Ritorno all’anormalità

di Arnaldo Casali

Leggo tanta indignazione per gli assembramenti nei locali del centro. Indignazione che, personalmente, non condivido. Come si dice a Terni, non c’hanno da fare loro, ma quelli che li mandano in giro slegati.

Appellarsi al senso di responsabilità di una popolazione che mai come in questa emergenza sanitaria ha dimostrato di essere totalmente irresponsabile, confidare nel buon senso quando sappiamo che si tratta di un concetto completamente sconosciuto al 90% di noi, non solo è stupido, ma è criminale.

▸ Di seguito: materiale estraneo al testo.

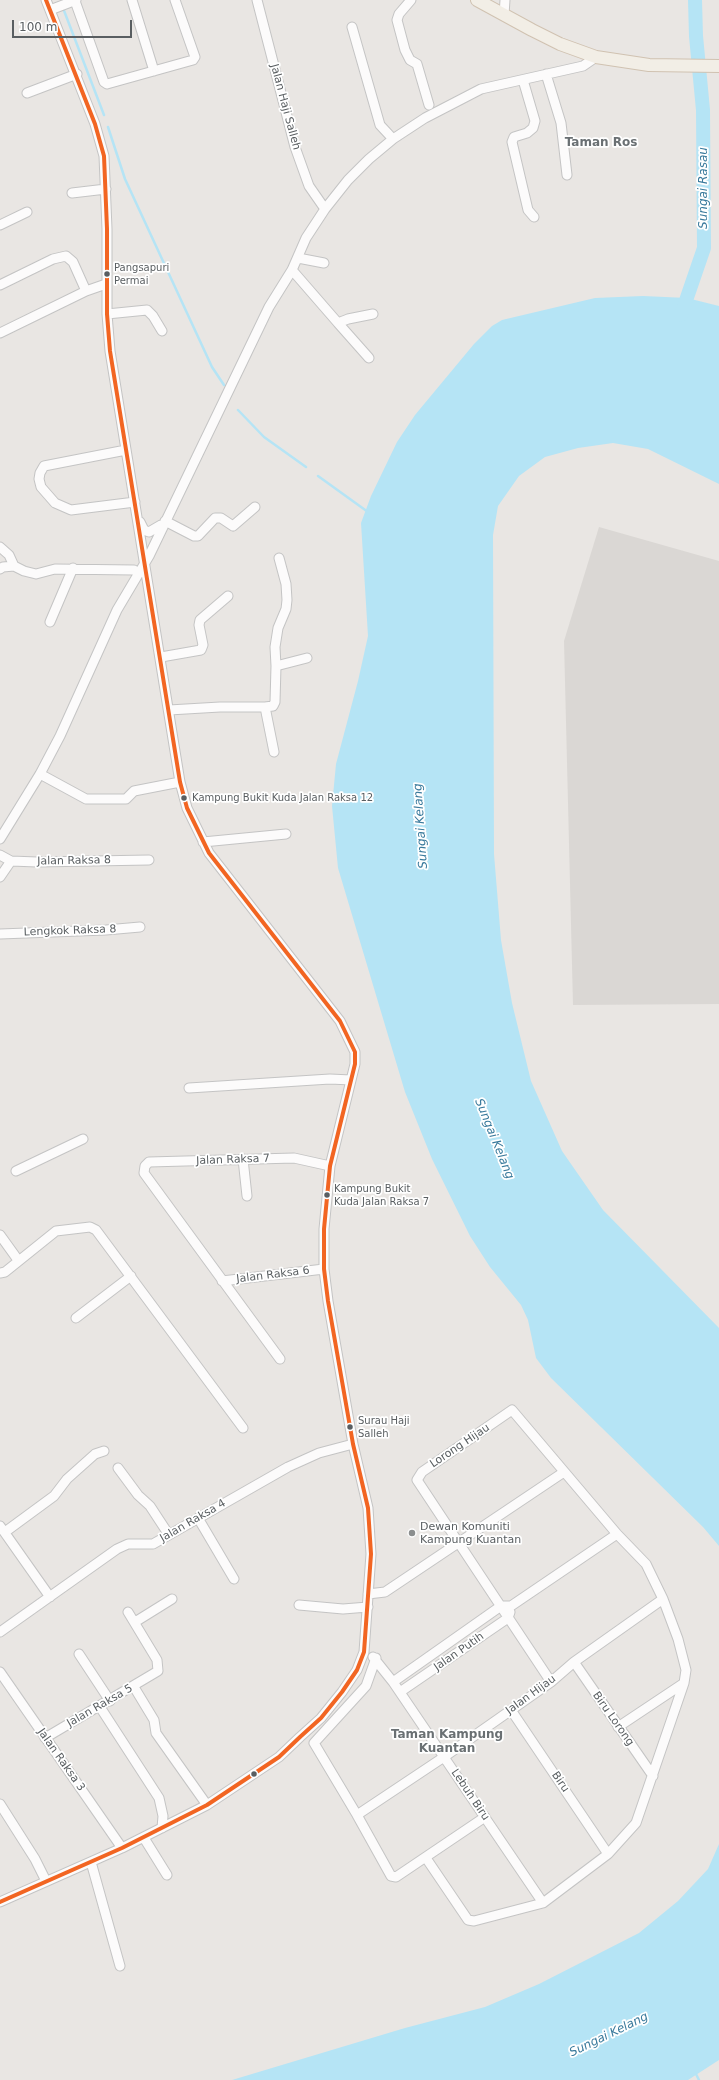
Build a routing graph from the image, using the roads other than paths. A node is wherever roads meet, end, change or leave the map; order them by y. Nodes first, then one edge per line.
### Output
1 (46, 0) edge
2 (75, 0) edge
3 (132, 0) edge
4 (175, 0) edge
5 (258, 0) edge
6 (411, 0) edge
7 (477, 0) edge
8 (505, 0) edge
9 (50, 10) junction
10 (504, 15) junction
11 (352, 27) dead end
12 (596, 57) junction
13 (719, 66) edge
14 (154, 71) junction
15 (77, 74) junction
16 (546, 74) junction
17 (523, 80) junction
18 (27, 93) dead end
19 (428, 104) dead end
20 (393, 139) junction
21 (567, 175) dead end
22 (106, 189) junction
23 (72, 193) dead end
24 (325, 209) junction
25 (27, 212) dead end
26 (534, 217) dead end
27 (0, 224) edge
28 (298, 258) junction
29 (324, 263) dead end
30 (292, 270) junction
31 (106, 284) junction
32 (0, 285) edge
33 (86, 291) junction
34 (107, 314) junction
35 (373, 314) dead end
36 (338, 323) junction
37 (162, 331) dead end
38 (0, 333) edge
39 (369, 358) dead end
40 (126, 450) junction
41 (136, 502) junction
42 (255, 507) dead end
43 (138, 519) junction
44 (164, 521) junction
45 (0, 547) edge
46 (143, 552) junction
47 (279, 558) dead end
48 (145, 562) junction
49 (14, 566) junction
50 (73, 568) junction
51 (0, 569) edge
52 (134, 570) junction
53 (149, 590) junction
54 (126, 595) junction
55 (228, 596) dead end
56 (119, 607) junction
57 (50, 622) dead end
58 (160, 657) junction
59 (307, 658) dead end
60 (276, 666) junction
61 (265, 707) junction
62 (169, 710) junction
63 (274, 752) dead end
64 (40, 774) junction
65 (180, 782) junction
66 (286, 834) dead end
67 (0, 839) edge
68 (203, 842) junction
69 (0, 854) edge
70 (11, 860) junction
71 (149, 860) dead end
72 (0, 877) edge
73 (140, 927) dead end
74 (0, 934) edge
75 (351, 1080) junction
76 (189, 1088) dead end
77 (83, 1139) dead end
78 (243, 1159) junction
79 (330, 1166) junction
80 (16, 1171) dead end
81 (246, 1196) dead end
82 (0, 1236) edge
83 (18, 1260) junction
84 (324, 1269) junction
85 (0, 1272) edge
86 (131, 1276) junction
87 (222, 1281) junction
88 (76, 1318) dead end
89 (280, 1359) dead end
90 (243, 1428) dead end
91 (352, 1444) junction
92 (104, 1452) dead end
93 (118, 1468) dead end
94 (564, 1472) junction
95 (198, 1518) junction
96 (2, 1529) edge
97 (617, 1534) junction
98 (169, 1535) junction
99 (459, 1544) junction
100 (234, 1579) dead end
101 (368, 1594) junction
102 (50, 1597) junction
103 (172, 1598) dead end
104 (663, 1599) junction
105 (299, 1605) dead end
106 (506, 1606) junction
107 (368, 1607) junction
108 (128, 1612) dead end
109 (508, 1618) junction
110 (135, 1622) junction
111 (0, 1632) edge
112 (364, 1652) junction
113 (79, 1654) dead end
114 (376, 1658) junction
115 (574, 1662) junction
116 (0, 1672) edge
117 (393, 1682) junction
118 (551, 1682) junction
119 (684, 1683) junction
120 (134, 1687) junction
121 (400, 1692) junction
122 (110, 1701) junction
123 (100, 1706) junction
124 (512, 1710) junction
125 (618, 1727) junction
126 (45, 1738) junction
127 (444, 1757) junction
128 (653, 1776) junction
129 (0, 1804) edge
130 (207, 1805) junction
131 (358, 1815) junction
132 (485, 1817) junction
133 (162, 1828) junction
134 (144, 1838) junction
135 (122, 1848) junction
136 (608, 1854) junction
137 (426, 1858) junction
138 (91, 1862) junction
139 (167, 1875) dead end
140 (46, 1881) junction
141 (0, 1902) edge
142 (543, 1903) junction
143 (120, 1966) dead end

1 - 9 street
2 - 9 street
2 - 14 street
3 - 14 street
4 - 14 street
5 - 24 street, Jalan Haji Salleh
6 - 19 street
7 - 10 main road
8 - 10 street
9 - 15 street
10 - 12 main road
11 - 20 street
12 - 13 main road
12 - 16 street
15 - 18 street
15 - 22 street
16 - 17 street
16 - 21 street
17 - 20 street
17 - 26 street
20 - 24 street
22 - 23 street
22 - 31 street
24 - 28 street
25 - 27 street
28 - 29 street
28 - 30 street
30 - 36 street
30 - 44 street
31 - 33 street
31 - 34 street
32 - 33 street
33 - 38 street
34 - 37 street
34 - 40 street
35 - 36 street
36 - 39 street
40 - 41 street
40 - 41 street
41 - 43 street
42 - 44 street
43 - 44 street
43 - 46 street
44 - 46 street
44 - 48 street
45 - 49 street
46 - 48 street
46 - 52 street
47 - 60 street
48 - 53 street
48 - 54 street
49 - 50 street
49 - 51 street
50 - 52 street
50 - 57 street
52 - 56 street
53 - 54 street
53 - 58 street
54 - 56 street
55 - 58 street
56 - 64 street
58 - 62 street
59 - 60 street
60 - 61 street
61 - 62 street
61 - 63 street
62 - 65 street
64 - 65 street
64 - 67 street
65 - 68 street
66 - 68 street
68 - 75 street
69 - 70 street, Jalan Raksa 8
70 - 71 street, Jalan Raksa 8
70 - 72 street
73 - 74 street, Lengkok Raksa 8
75 - 76 street
75 - 79 street
77 - 80 street
78 - 79 street, Jalan Raksa 7
78 - 81 street
78 - 87 street, Jalan Raksa 7
79 - 84 street
82 - 83 street
83 - 85 street
83 - 86 street
84 - 87 street, Jalan Raksa 6
84 - 91 street
86 - 88 street
86 - 90 street
87 - 89 street
91 - 95 street, Jalan Raksa 4
91 - 101 street
92 - 96 street
93 - 98 street
94 - 97 street
94 - 99 street
94 - 99 street, Lorong Hijau
95 - 98 street, Jalan Raksa 4
95 - 100 street
96 - 102 street
97 - 104 street
97 - 106 street, Jalan Putih
98 - 102 street, Jalan Raksa 4
99 - 101 street
99 - 106 street
101 - 107 street
102 - 111 street, Jalan Raksa 4
103 - 110 street
104 - 115 street, Jalan Hijau
104 - 119 street
105 - 107 street
106 - 109 street
106 - 117 street, Jalan Putih
107 - 112 street
108 - 110 street
109 - 118 street
109 - 121 street, Jalan Putih
110 - 120 street, Jalan Raksa 5
112 - 114 street, Lebuh Biru
112 - 130 street
113 - 122 street
114 - 117 street, Lebuh Biru
114 - 131 street
115 - 118 street, Jalan Hijau
115 - 125 street, Biru Lorong
116 - 126 street, Jalan Raksa 3
117 - 121 street, Lebuh Biru
118 - 124 street, Jalan Hijau
119 - 125 street
119 - 128 street
120 - 122 street, Jalan Raksa 5
120 - 130 street
121 - 127 street, Lebuh Biru
122 - 123 street, Jalan Raksa 5
123 - 126 street, Jalan Raksa 5
123 - 133 street
124 - 127 street, Jalan Hijau
124 - 136 street, Biru
125 - 128 street, Biru Lorong
126 - 135 street, Jalan Raksa 3
127 - 131 street, Jalan Hijau
127 - 132 street, Lebuh Biru
128 - 136 street
129 - 140 street
130 - 133 street
131 - 137 street
132 - 137 street
132 - 142 street, Lebuh Biru
133 - 134 street
134 - 135 street
134 - 139 street
135 - 138 street
136 - 142 street
137 - 142 street
138 - 140 street
138 - 143 street
140 - 141 street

Si poteva superare questa crisi senza mettere agli arresti domiciliari 60 milioni di italiani? Certo che si poteva, se almeno la metà, di questi 60 milioni, fosse dotata di un minimo di buon senso. Ma se c’era, adesso sappiamo che è stato spazzato via da questo virus.

La gente è rimasta a casa solo ed esclusivamente perché a mettere il naso fuori rischiava una denuncia. “Allentiamo le restrizioni” è stato recepito, quindi – come è prevedibile – come un “tana libera tutti”.

Vedo intorno a me gente che vuole riprendere tutto ciò che è rimasto interrotto a marzo, non solo nell’ambito professionale ma persino in quello amatoriale.

Gli amici mi chiedono “Come è stato il ritorno alla normalità?”

Ma Quale Normalità? Per me, personalmente, dal 5 maggio non è cambiato assolutamente nulla. Resto a casa, esco a passeggiare col cane, faccio spesa ogni 15 giorni. Rimango in cassa integrazione, non posso vedere né mio fratello né la mia ragazza, né tornare al mio paese, né incontrare gli amici. E mi sta bene così, perché con 600 contagi e oltre 100 morti al giorno l’emergenza mi pare tutt’altro che finita.

Ma mi sembra che siamo davvero in pochi ad aver interpretato l’allentamento delle restrizioni come allentamento delle restrizioni.

Chi ha un minimo di buon senso, si regola di conseguenza. Tra i locali del centro ho visto cartelli con scritto: “Visto che garantire la sicurezza affidandosi al senso di responsabilità è impossibile, restiamo chiusi”. Ma ovviamente si tratta di eccezioni: c’è, al contrario, chi invita apertamente ad aggirare la legge; in almeno due casi ho visto gestori di attività invitare i propri clienti a dichiararsi “congiunti” per fregarsene della distanza di sicurezza.

Poi ci sono quelli che vanno stracciandosi le vesti perché incontrano per strada gente che non indossa la mascherina. Che quanto a buon senso, per me stanno sullo stesso piano di quelli che si affollano davanti ai bar, perché sono convinti che la mascherina sia una sorta di amuleto: dopo tre mesi ancora non hanno capito a che serve la mascherina. Hanno riempito i profili con la scritto “io resto a casa” ma non hanno capito che – appunto – è a casa che devi restare, non andare in giro mascherato!

In tutto ciò, devo spezzare una lancia a favore delle chiese. In queste settimane ho letto le peggiori contumelie a questo proposito, e sono rimasto in silenzio perché – francamente – nemmeno io condividevo questa fretta di tornare a messa, e non mi sembra che ce l’avesse nemmeno il Papa (che anche stamattina ha detto l’Angelus in diretta streaming per evitare assembramenti in piazza San Pietro).

Posti numerati in tutte le chiese con distanza di almeno un metro e mezzo tra i fedeli, obbligo di mascherina per tutta la celebrazione, niente messalini, niente fila per la comunione, niente scambio della pace, entrate e uscite separate, igienizzante all’ingresso e niente offertorio (nonostante la situazione disperata delle casse parrocchiali).

Stamattina sono stato in ospedale per accompagnare una persona. Non sono nemmeno entrato, ma già all’ingresso sono stato investito da una ventata di dolore.

Lunghe file per entrare ed uscire, una donna che piangeva disperata e un’altra che singhiozzava al telefono perché non la facevano entrare e non le davano notizie.

Non sono nemmeno entrato, ma mi è bastato a provare ancora più disgusto per quelli che si affollano a fare aperitivo, a riaprire tutto, tutto, tutto, per quelli che sono già tornati alla “normalità”.

Ecco, la normalità – amici miei – ce l’avete il sabato sera in via Fratini. Perché all’Ospedale Santa Maria la normalità ancora sa le sognano. E ve la sognerete, se disgraziatamente avrete bisogno anche voi di andarci.